Sortie  le  18/11/2021  

De Martin Scorsese avec Leonardo Di Caprio, Daniel Day-Lewis, Cameron Diaz, Liam Neeson, Jim Broadbent, Brendan Gleeson, John C.Reilly et Henri Thomas (sur Ciné + Club les 18, 19, 21, 23 et 26/11)


Au début des années 1860, les Etats-Unis sont au bord de la guerre de Sécession. A New York, la corruption a peu à peu gagné tous les dirigeants politiques. Five Points, l’un des quartiers les plus pauvres de la ville, est la proie de la guerre des gangs. Coincé entre le port, les rues prospères de Wall Street et Broadway, cet endroit de misère attire tous les criminels, toutes les activités illicites. C’est en ces temps de chaos qu’Amsterdam Vallon, un jeune immigrant irlando-américain, revient à Five Points après avoir purgé une peine de 15 ans de prison. Il n’a qu’un seul but : se venger de William Cutting, alias Bill le Boucher, le puissant chef de gang qui s’oppose farouchement aux immigrants et a tué son père. Pour accomplir sa vengeance, Amsterdam doit d’abord infiltrer le cercle des proches de Bill. Mais sa rencontre avec Jenny Everdeane, une énigmatique pickpocket dont l’indépendance et la beauté le fascinent, va tout compliquer. La quête d’Amsterdam évolue en un combat sans merci, pour survivre et conquérir une place pour les siens, alors qu’éclatent les émeutes sanglantes de 1863.

Un titre pareil sonne un peu comme celui du film Le parrain, une fresque exceptionnelle sur des évènements incroyables mais cette fois-ci autour d’émigrants irlandais, venus aux Etats-Unis peupler entre autre la ville de New York vers 1860. D’ailleurs, l'histoire de Gangs of New York ressemble de beaucoup à celle de ces italiens qui ont faits le même voyage et qui ont installés notamment la mafia en Amérique au début du Xxème siècle, cette fameuse Cosa Nostra si chère à leur pays et si bien décrite dans les 3 volets de la saga du Parrain.

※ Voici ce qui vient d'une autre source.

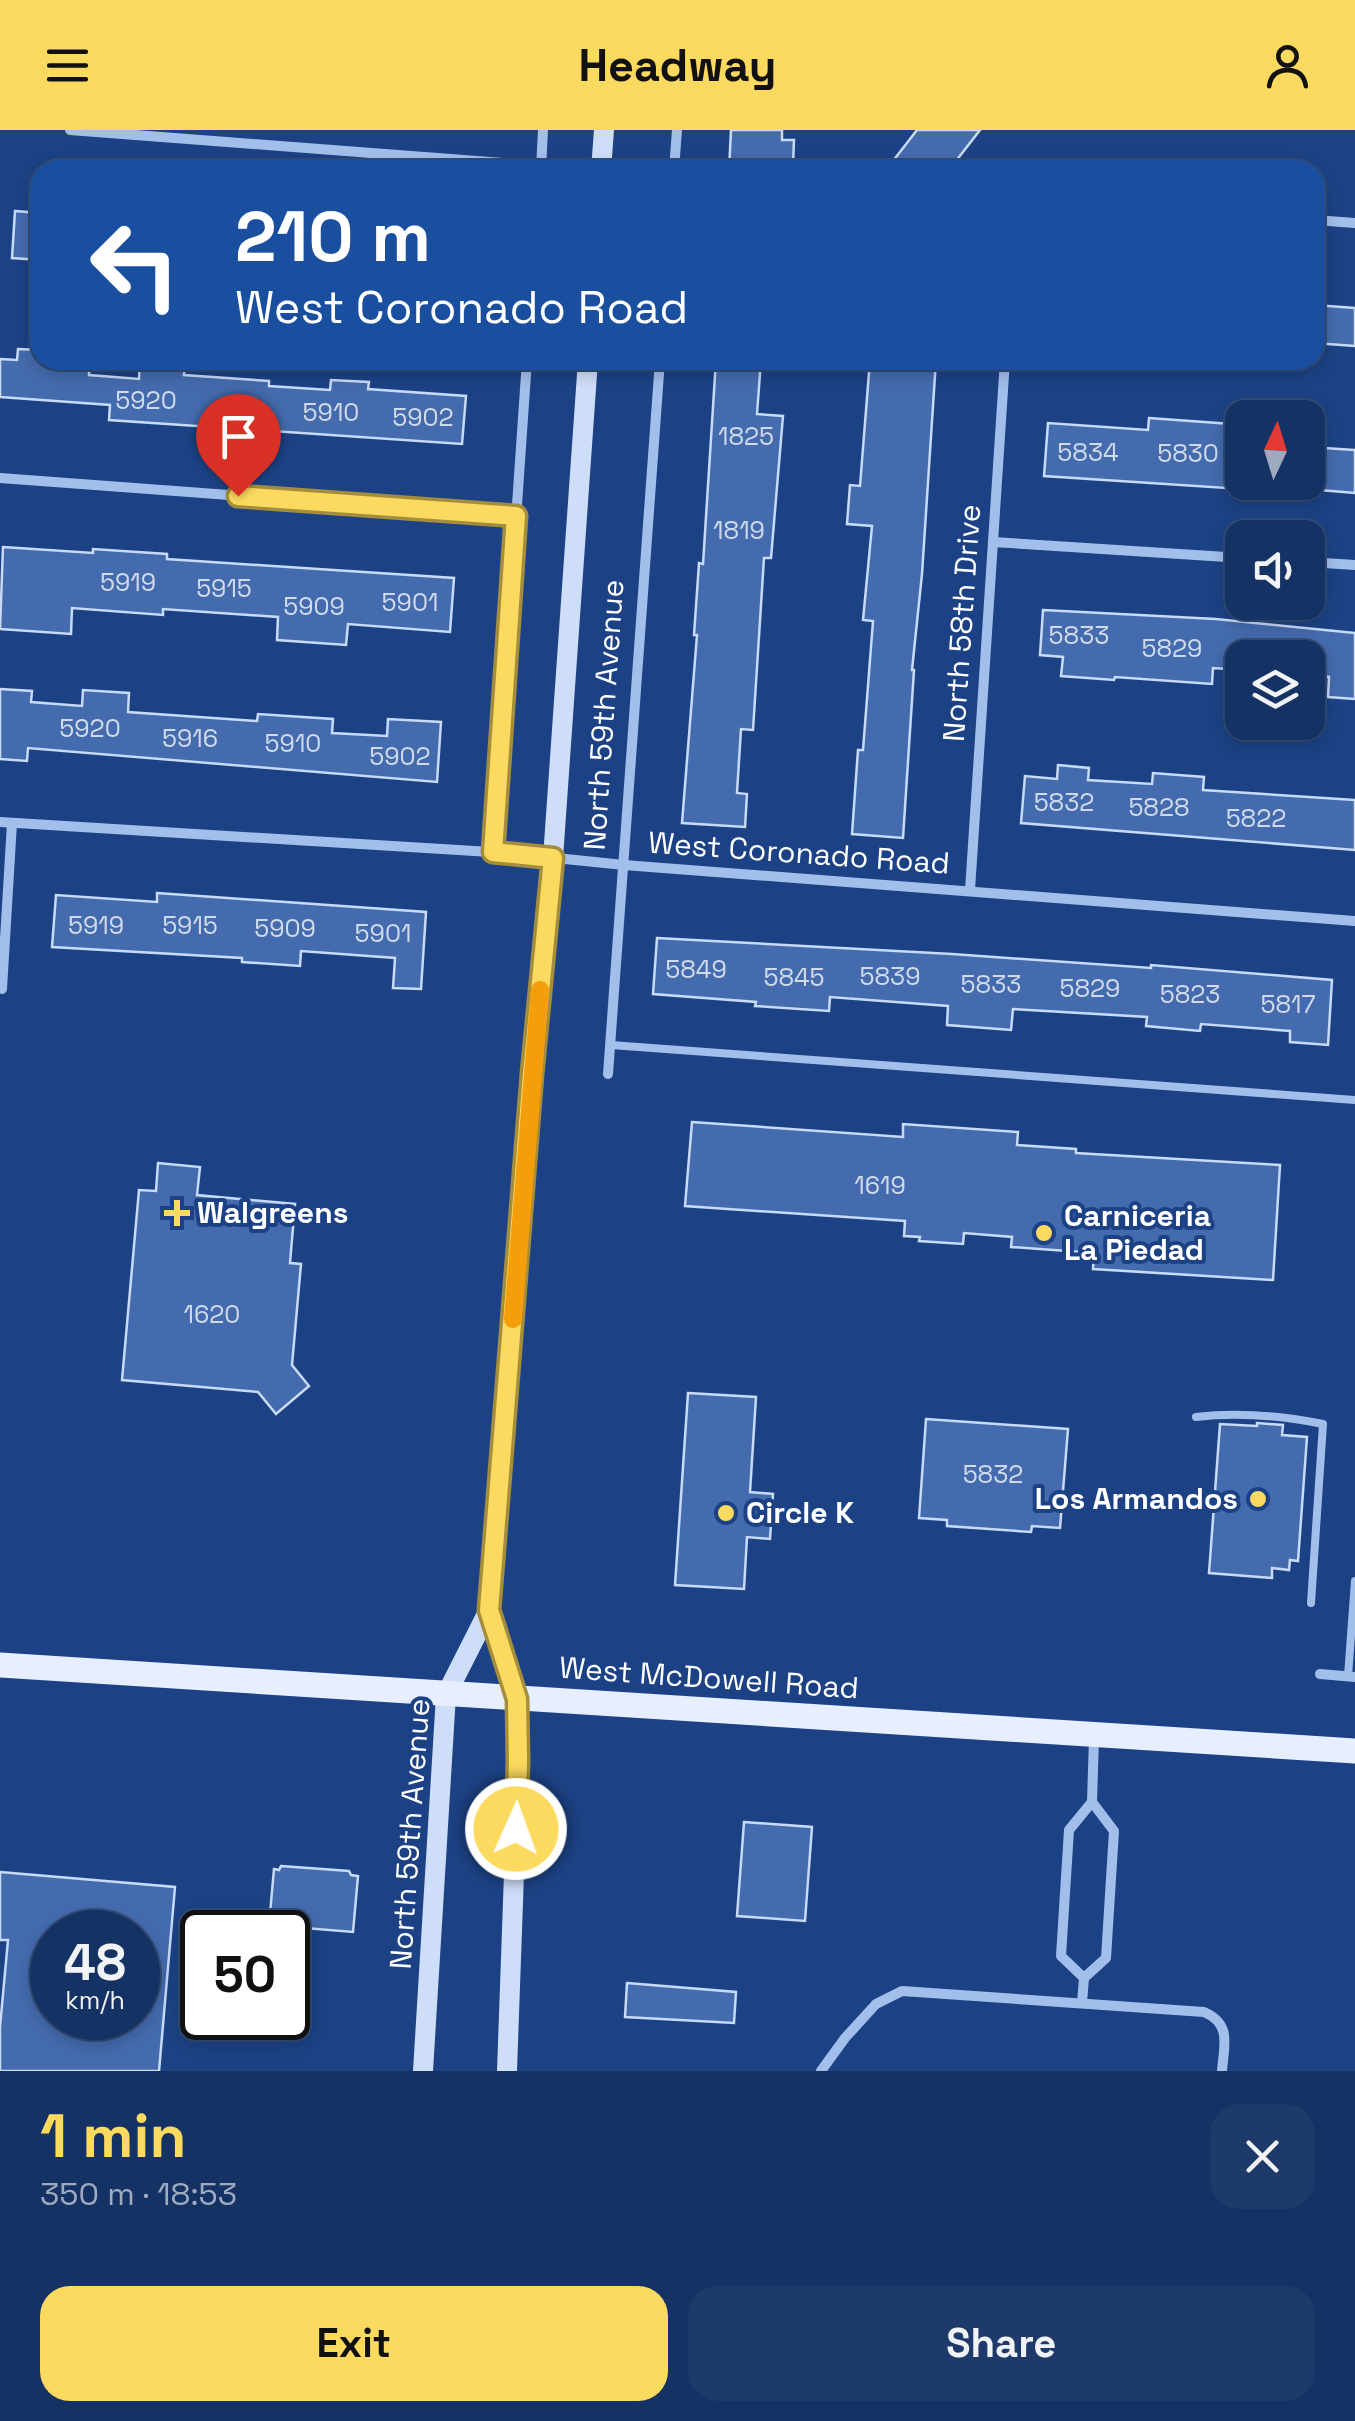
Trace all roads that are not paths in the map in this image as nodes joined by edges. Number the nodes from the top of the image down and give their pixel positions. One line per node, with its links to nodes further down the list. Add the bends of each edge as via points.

Alors qu’on était en droit d’attendre de ce Gangs of New York le même cheminement narratif, la même intensité dramatique et le même style d’intrigue, on n’a qu'une suite de situations prévisibles d’avance : en ouverture, une gigantesque bagarre, un combat primitif, cruel et sans pitié, pour préciser qui est qui entre les gentils et les méchants, tous armés étrangement comme au moyen âge ; au milieu, un grand creux tour à tour romantique et dramatique qui dure tout de même 2h, une histoire individuelle tournant autour du thème classique de la vengeance et un sujet classique de jalousie entre 2 hommes vis à vis d’une femme ; et enfin, un début de bataille finale qu’on attendait depuis le début et qui est stoppée net dans son élan par les violentes et raciales émeutes qui clôturent le film. Quoi qu’il en soit, on attend qu’une chose d’Amsterdam pendant presque 2h50 (durée totale du film), c’est qu’il trucide une bonne fois pour toute celui qui a tué son père et qu’on passe à autre chose !

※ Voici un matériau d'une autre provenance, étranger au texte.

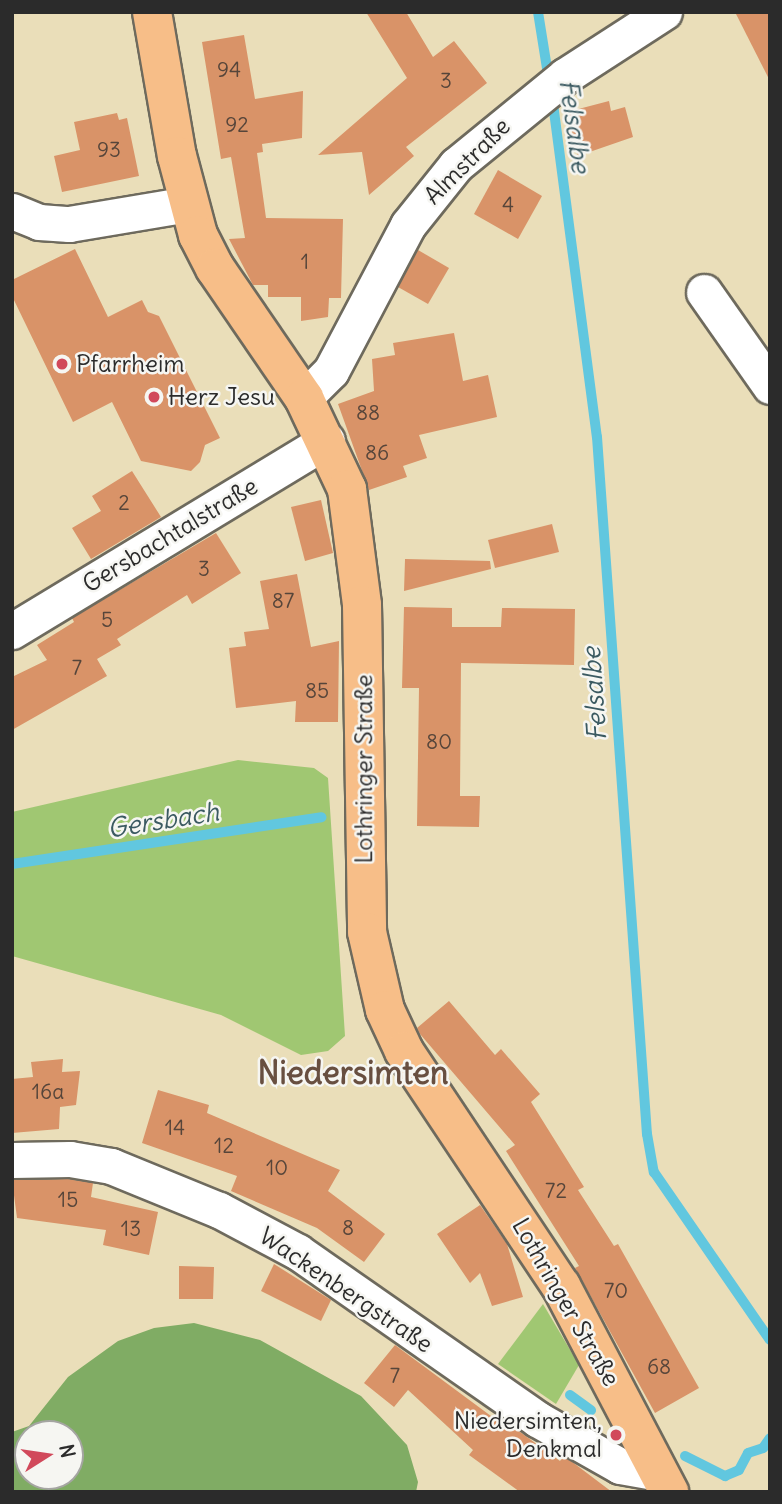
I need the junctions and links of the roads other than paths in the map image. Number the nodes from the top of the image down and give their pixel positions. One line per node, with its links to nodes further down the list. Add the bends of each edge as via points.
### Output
1 (152, 12): 3 (main road, Lothringer Straße)
2 (664, 12): 7 (street, Almstraße, via 551,85 493,131 431,192 401,237 331,371)
3 (188, 204): 4 (street, via 69,224 39,222); 7 (main road, Lothringer Straße, via 215,268)
4 (12, 211)
5 (704, 292): 6 (street)
6 (770, 386)
7 (304, 398): 8 (main road, Lothringer Straße)
8 (327, 440): 9 (street, Gersbachtalstraße); 11 (main road, Lothringer Straße, via 347,489 356,545 364,673 364,886 374,974 385,1010 410,1061 561,1286)
9 (12, 631)
10 (12, 1160): 11 (street, Wackenbergstraße, via 70,1159 111,1166 219,1210 299,1252 537,1419 620,1466)
11 (664, 1483)

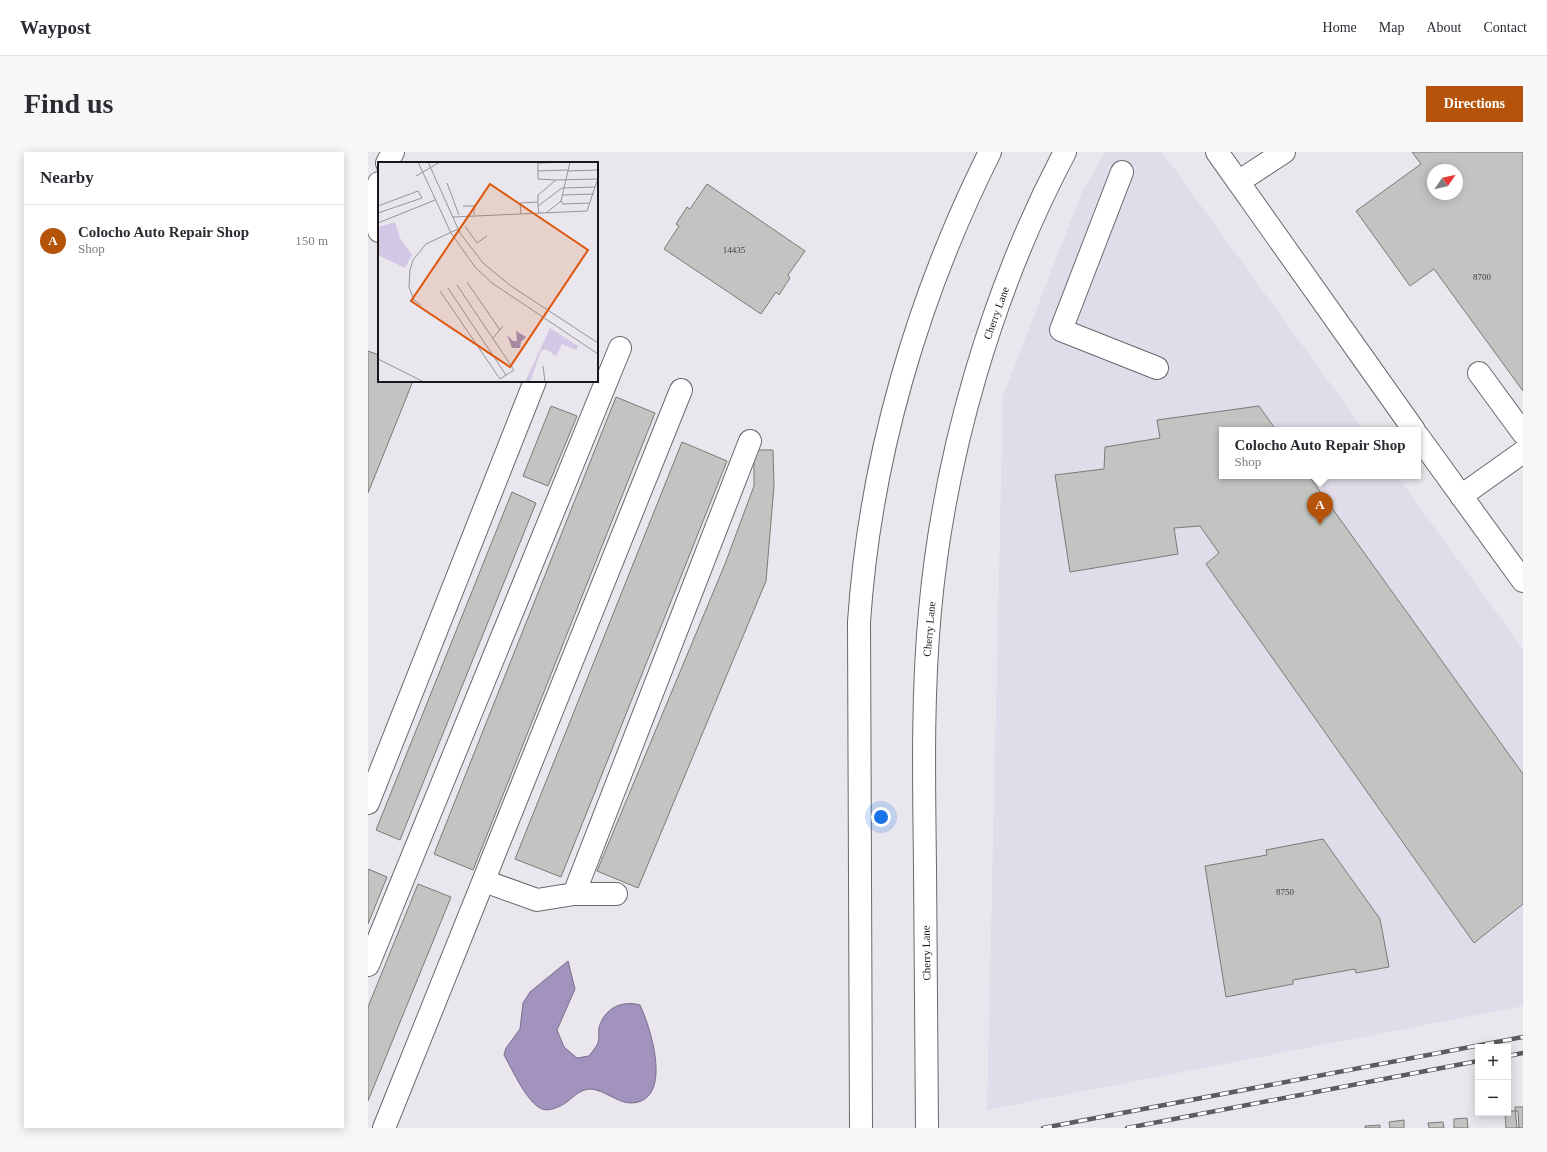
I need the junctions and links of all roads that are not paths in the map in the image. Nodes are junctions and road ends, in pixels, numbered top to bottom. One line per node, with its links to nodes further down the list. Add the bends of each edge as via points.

Voilà à peu près résumé l’ensemble de cette chronique, il faut bien le dire, d’une lenteur, d'une longueur et d’un ennui certains, le tout enrobé dans une reconstitution minutieuse et impressionnante de New York à l’époque. Le réalisateur Martin Scorsese, qui pourtant est un grand habitué des films violents et sanguinaires, notamment sur la ville de New York et ses occupants, surtout les gangsters italo-américains modernes dans Mean streets, Taxi driver, New York, Les affranchis, et dernièrement Casino, ne semble pas avoir été très inspiré par cette histoire à la fois de désespoir, de peur et de vengeance sur fond de gangs new-yorkais. Lui, qui n’a pas arrêté de raconter en long et en large la vie de ces immigrants italiens qui essayaient de se faire une petite place au soleil, s’est d'une certaine manière planté dans cette représentation de gangsters du XIXème siècle qui passent leur temps à se regarder de travers et à s’entretuer, à défaut d’autre chose. Et pourtant, il avait les moyens financiers et les vedettes adéquates pour représenter cette période haute en couleurs et en péripéties multiples et variées, et pour rendre palpitante et crédible cette partie de l'histoire des Etats-Unis. Pourquoi est-il allé copier quelques scènes de combats tirées du film Braveheart de Mel Gibson pour les mettre en scène dans ceux des rues de New York où les protagonistes sont armés et peinturlurés de la même manière que ces diables d’écossais contre les anglais ?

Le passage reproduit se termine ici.